Le comité conclut que les faits en l'espèce n'appuient pas raisonnablement la conclusion selon laquelle les besoins de l'ancien combattant en ce qui a trait à l'allocation pour soins sont déjà satisfaits par le programme provincial de soins à domicile, tel qu'on l'entend dans les politiques énoncées en vertu de l'article 38. Il apparaît clairement, à l'examen de la preuve inscrite dans le RPSC, que l'ancien combattant a déjà bénéficié des services provinciaux de soins de santé par le passé, mais que les services ont cessé après que des problèmes importants sont survenus, à savoir que les employés qui dispensaient les soins ont été agressé physiquement et verbalement alors qu'ils se trouvaient au domicile de l'ancien combattant, vraisemblablement en raison des troubles de démence dont est atteint ce dernier. À la suite de cet incident, les services ont cessé. ACC est intervenu dans le dossier afin de résoudre le différend entre le fournisseur de services et la famille de l'ancien combattant, mais même si les représentants provinciaux ont fini par accepter de reprendre les services, la famille de l'ancien combattant a refusé.

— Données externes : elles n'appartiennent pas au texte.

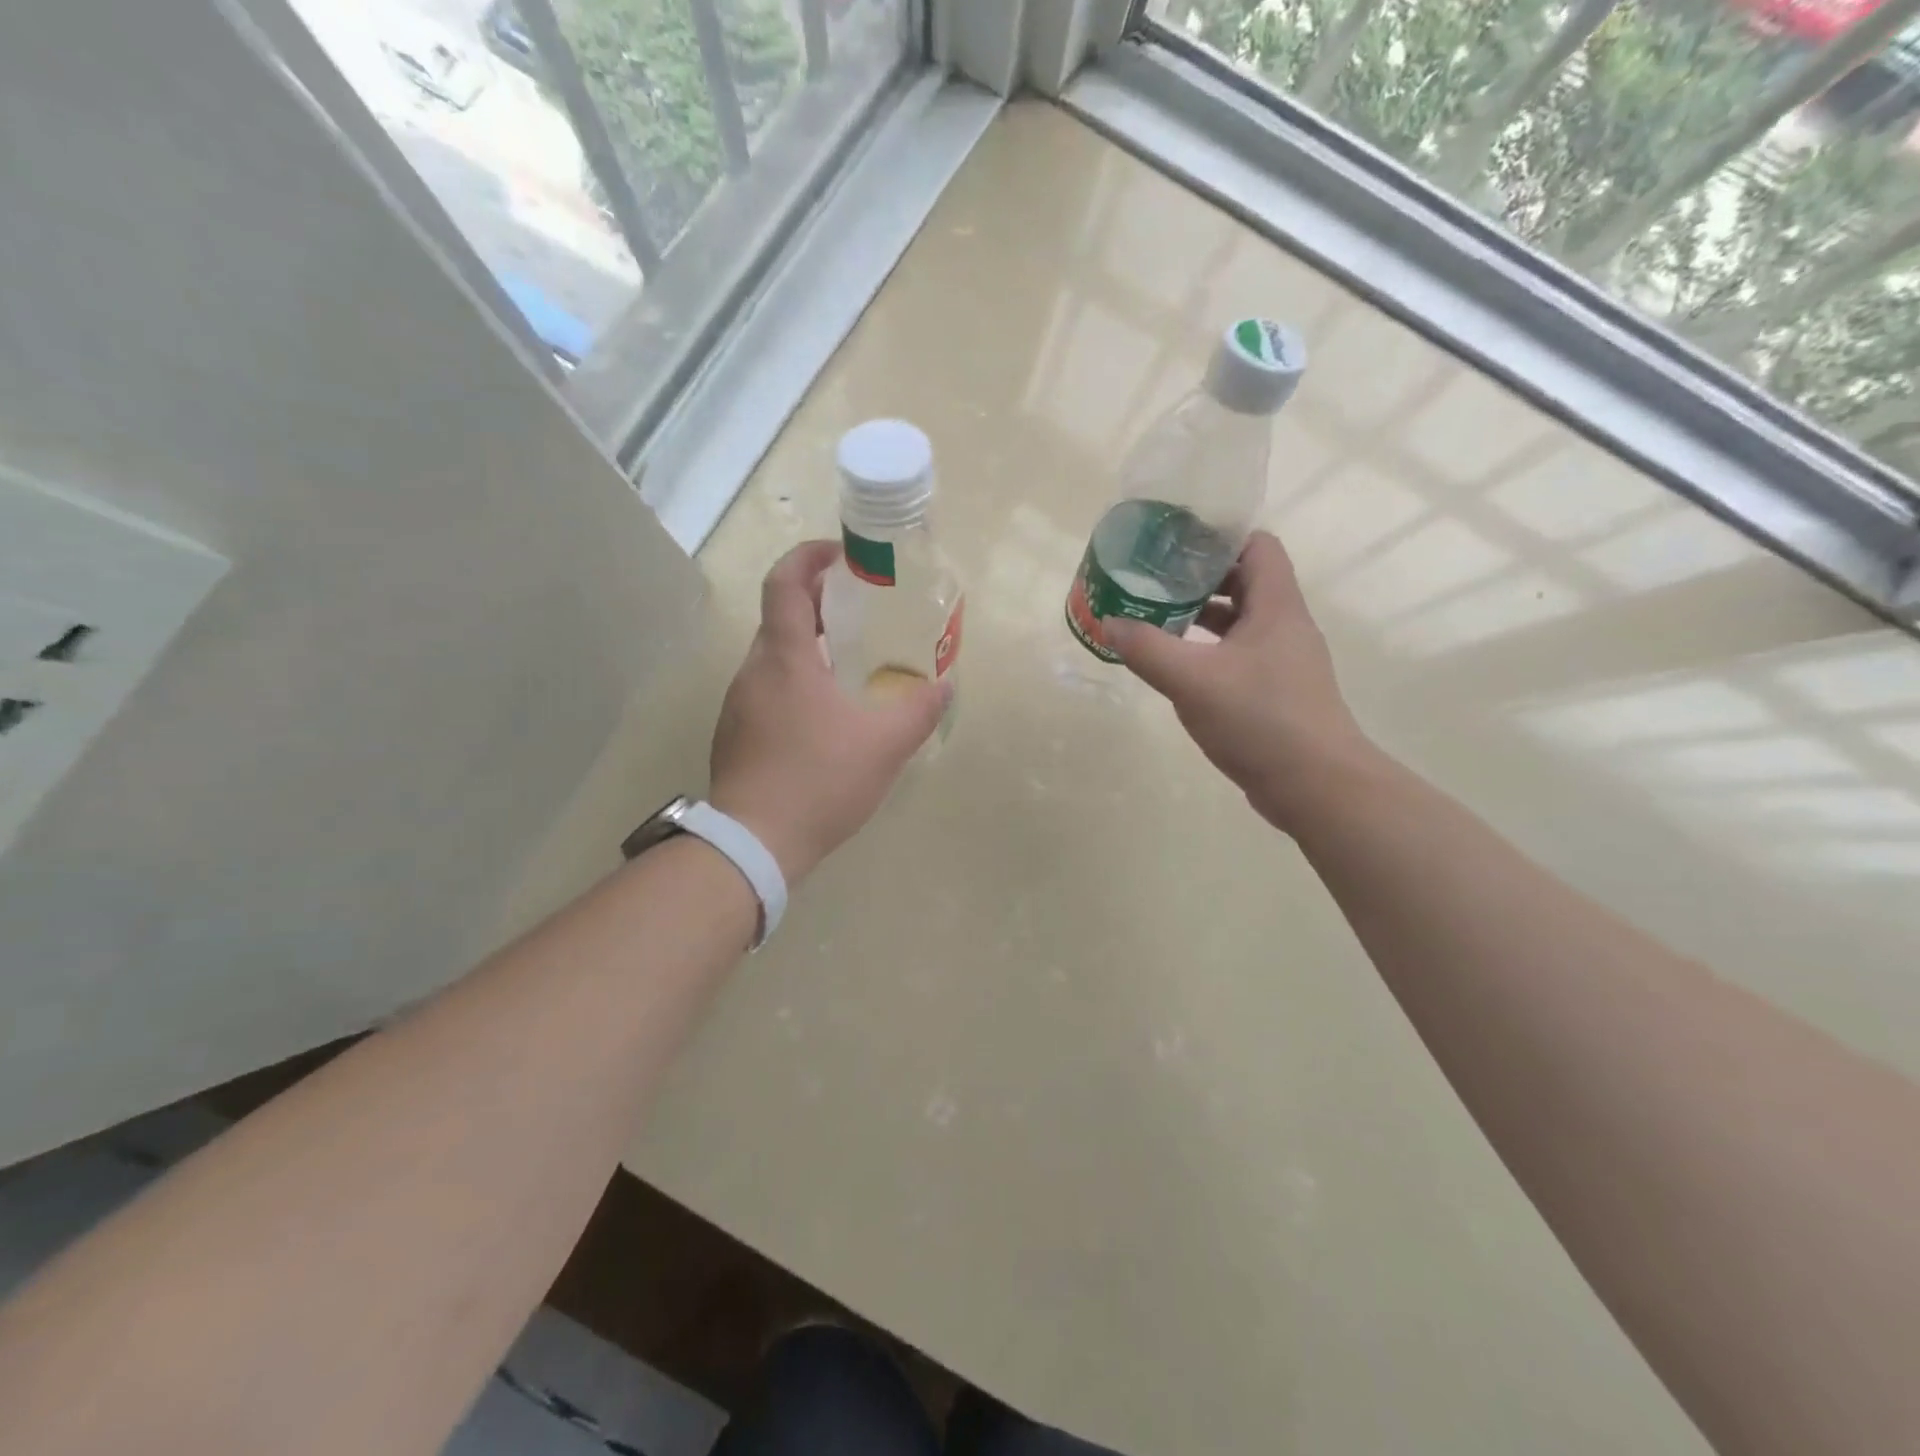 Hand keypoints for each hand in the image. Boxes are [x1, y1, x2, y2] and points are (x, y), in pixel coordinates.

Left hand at [709, 540, 949, 882]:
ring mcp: (738, 705)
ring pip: (774, 659)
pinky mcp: (735, 735)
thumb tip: (943, 685)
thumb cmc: (819, 780)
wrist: (754, 843)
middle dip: (818, 605)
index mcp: (785, 658)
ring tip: (850, 668)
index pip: (786, 582)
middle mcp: (753, 671)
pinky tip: (824, 719)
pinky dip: (796, 685)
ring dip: (809, 650)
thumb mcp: (885, 745)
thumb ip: (919, 710)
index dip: (809, 557)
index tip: (840, 555)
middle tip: (860, 613)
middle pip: (781, 618)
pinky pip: (767, 691)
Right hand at [1103, 530, 1375, 831]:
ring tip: (1157, 619)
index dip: (1218, 537)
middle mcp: (1285, 626)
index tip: (1174, 544)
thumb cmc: (1260, 720)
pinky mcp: (1276, 692)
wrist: (1316, 786)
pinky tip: (1178, 668)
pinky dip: (1208, 652)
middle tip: (1154, 581)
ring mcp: (1283, 661)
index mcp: (1277, 606)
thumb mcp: (1193, 680)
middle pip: (1245, 581)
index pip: (1256, 545)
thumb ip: (1147, 649)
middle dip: (1198, 578)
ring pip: (1240, 622)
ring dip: (1201, 617)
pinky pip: (1238, 656)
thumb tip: (1110, 622) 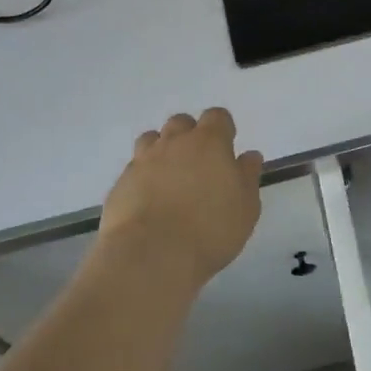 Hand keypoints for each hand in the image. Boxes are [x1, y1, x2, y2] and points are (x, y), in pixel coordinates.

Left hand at [99, 107, 262, 292]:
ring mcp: (144, 159)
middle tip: (198, 164)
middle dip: (190, 135)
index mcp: (209, 141)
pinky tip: (149, 199)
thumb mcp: (246, 207)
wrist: (152, 254)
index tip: (226, 148)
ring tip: (170, 177)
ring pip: (152, 139)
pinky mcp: (122, 181)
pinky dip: (143, 176)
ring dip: (162, 150)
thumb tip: (249, 156)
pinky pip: (134, 167)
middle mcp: (175, 142)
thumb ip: (248, 176)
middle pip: (182, 122)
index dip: (222, 129)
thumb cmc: (210, 230)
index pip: (217, 117) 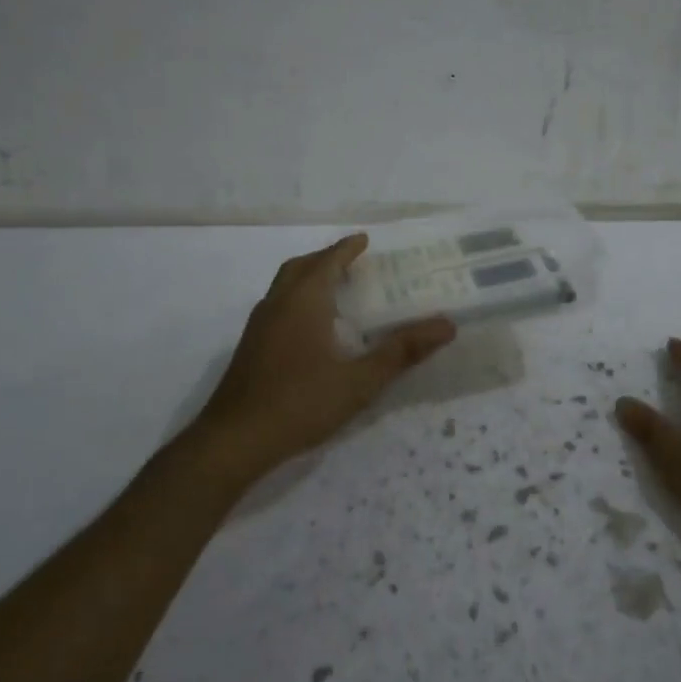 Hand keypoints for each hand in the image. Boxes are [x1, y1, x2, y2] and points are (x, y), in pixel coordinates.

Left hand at [191, 233, 455, 477]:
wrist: (234, 441)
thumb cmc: (300, 403)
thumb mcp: (359, 381)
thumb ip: (401, 352)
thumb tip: (446, 326)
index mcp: (303, 301)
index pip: (328, 261)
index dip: (347, 249)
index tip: (365, 240)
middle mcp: (277, 304)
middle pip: (301, 267)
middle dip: (326, 258)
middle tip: (352, 261)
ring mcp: (259, 326)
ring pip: (284, 286)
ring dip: (309, 277)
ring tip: (335, 289)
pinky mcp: (250, 347)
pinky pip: (277, 305)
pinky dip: (297, 299)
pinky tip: (312, 327) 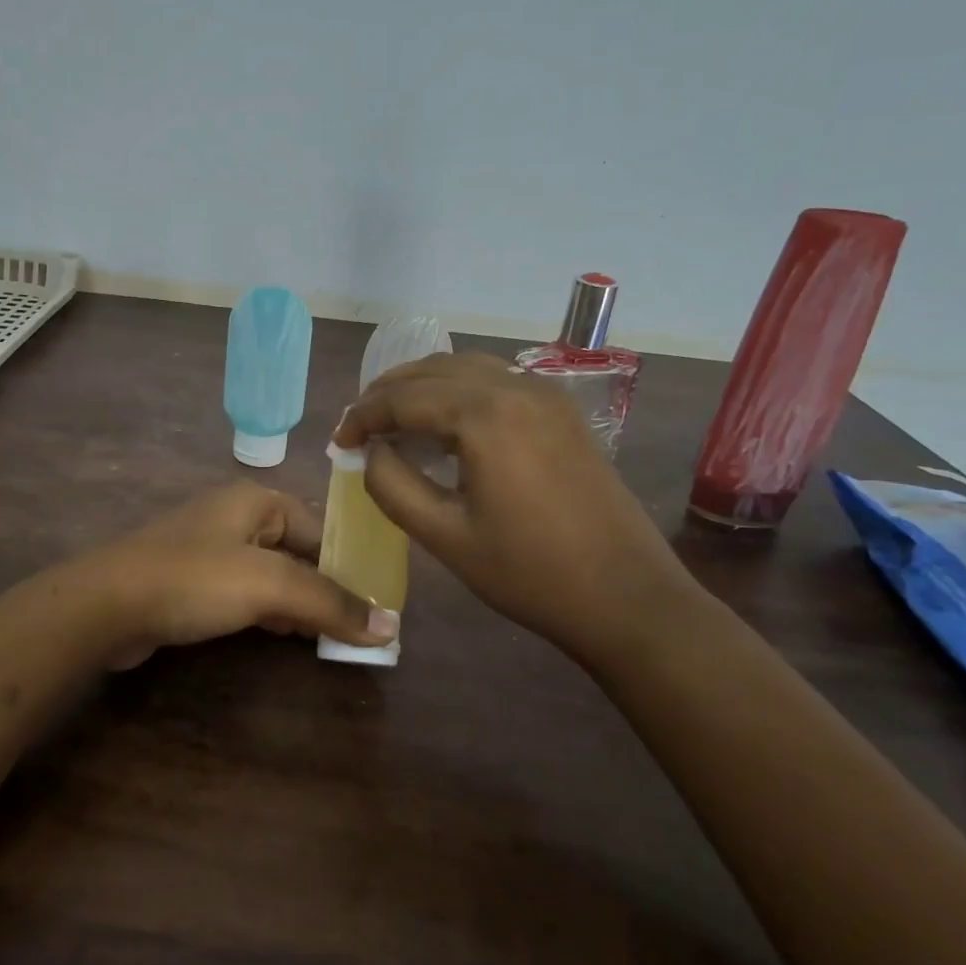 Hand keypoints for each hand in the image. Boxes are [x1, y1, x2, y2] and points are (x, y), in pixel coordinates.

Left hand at [83, 483, 397, 668]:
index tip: (380, 603)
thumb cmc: (193, 579)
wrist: (106, 605)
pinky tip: (285, 636)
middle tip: (361, 626)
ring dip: (300, 604)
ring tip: (333, 636)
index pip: (321, 529)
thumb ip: (330, 602)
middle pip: (299, 551)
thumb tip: (390, 626)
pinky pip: (245, 593)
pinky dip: (269, 612)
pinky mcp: (193, 581)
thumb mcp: (269, 585)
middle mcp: (236, 517)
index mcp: (257, 501)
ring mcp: (211, 549)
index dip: (352, 565)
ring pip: (273, 575)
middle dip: (327, 587)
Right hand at [333, 351, 704, 670]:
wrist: (627, 597)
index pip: (403, 397)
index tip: (338, 442)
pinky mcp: (562, 410)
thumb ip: (392, 485)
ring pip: (465, 367)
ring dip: (422, 386)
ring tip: (393, 420)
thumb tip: (370, 451)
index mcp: (485, 415)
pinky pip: (495, 380)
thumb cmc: (530, 573)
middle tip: (359, 427)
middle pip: (432, 370)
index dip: (363, 416)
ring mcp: (546, 394)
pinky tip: (445, 425)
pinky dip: (457, 391)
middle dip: (387, 393)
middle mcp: (516, 386)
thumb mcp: (445, 536) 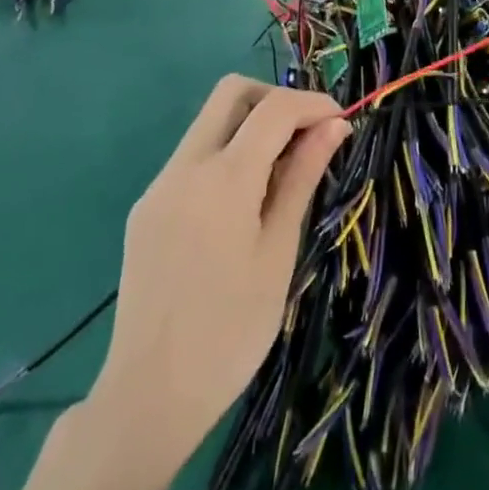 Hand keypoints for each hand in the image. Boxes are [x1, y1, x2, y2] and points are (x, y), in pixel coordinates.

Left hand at [95, 77, 349, 453]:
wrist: (149, 396)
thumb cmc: (231, 329)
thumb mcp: (278, 251)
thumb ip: (302, 178)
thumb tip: (334, 126)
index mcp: (223, 178)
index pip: (274, 108)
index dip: (313, 103)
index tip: (341, 122)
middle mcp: (185, 166)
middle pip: (231, 93)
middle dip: (275, 99)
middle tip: (307, 135)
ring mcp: (160, 185)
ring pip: (209, 122)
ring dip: (250, 127)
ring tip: (283, 172)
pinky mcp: (147, 207)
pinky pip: (192, 157)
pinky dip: (226, 155)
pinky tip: (244, 202)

La preuve figurant au dossier et les observations présentées par l'avocat à l'audience de révision confirment que la famille verse actuellement 4 000 $ par mois à un travailleur en soins personnels pour que celui-ci s'occupe de l'ancien combattant. Non seulement cet élément de preuve démontre que les services provinciaux de soins à domicile sont incapables de répondre aux besoins de l'ancien combattant, mais il montre également que la famille doit débourser 4 000 $ mensuellement pour offrir ces soins à l'ancien combattant.
Le comité estime que les faits dans ce dossier permettent de conclure que l'ancien combattant requiert véritablement des soins qui ne sont pas déjà comblés par d'autres services ou programmes. L'ancien combattant est donc admissible à une allocation pour soins, comme le prévoit l'article 38 de la Loi sur les pensions.
DATE D'ENTRÉE EN VIGUEUR
Le comité ordonne le versement d'une allocation pour soins dont le taux sera établi par le Ministère en vertu du paragraphe 38 (1) de la Loi sur les pensions.
Lois pertinentes :
Loi sur les pensions, [S.R.C. 1970, ch. P-7, art. 1; L.R.C. 1985, ch. P-6, art. 1.]
article 38
Loi sur le Tribunal des anciens combattants (révision et appel). [S.C. 1987, ch. 25, art. 1; L.R.C. 1985, ch. 20 (3e suppl.), art. 1; L.C. 1994-95, ch. 18, art. 1; TR/95-108.]
article 3
article 25
article 39
Pièce déposée en preuve :
- RS-S1:
- Formulaire de consentement et de renonciation pour les audiences par téléconférence ou les audiences in absentia reçu le 8 mars 2012 et signé par procuration au nom du demandeur (une page).
Pièces jointes :
- RD-Annexe-S1:
- Règlement sur les soins de santé pour anciens combattants - Partie ll - Programme pour l'autonomie des anciens combattants, Admissibilité Imprimé le 19 mars 2012 (deux pages).
- RD-Annexe-S2:
- Loi sur les pensions - Paragraphe 38(1) - Allocation pour soins (trois pages).
- RD-Annexe-S3:
- Formulaire d'autorisation quinquennale de divulguer des renseignements personnels, signé par le demandeur le 10 mai 2010 (une page).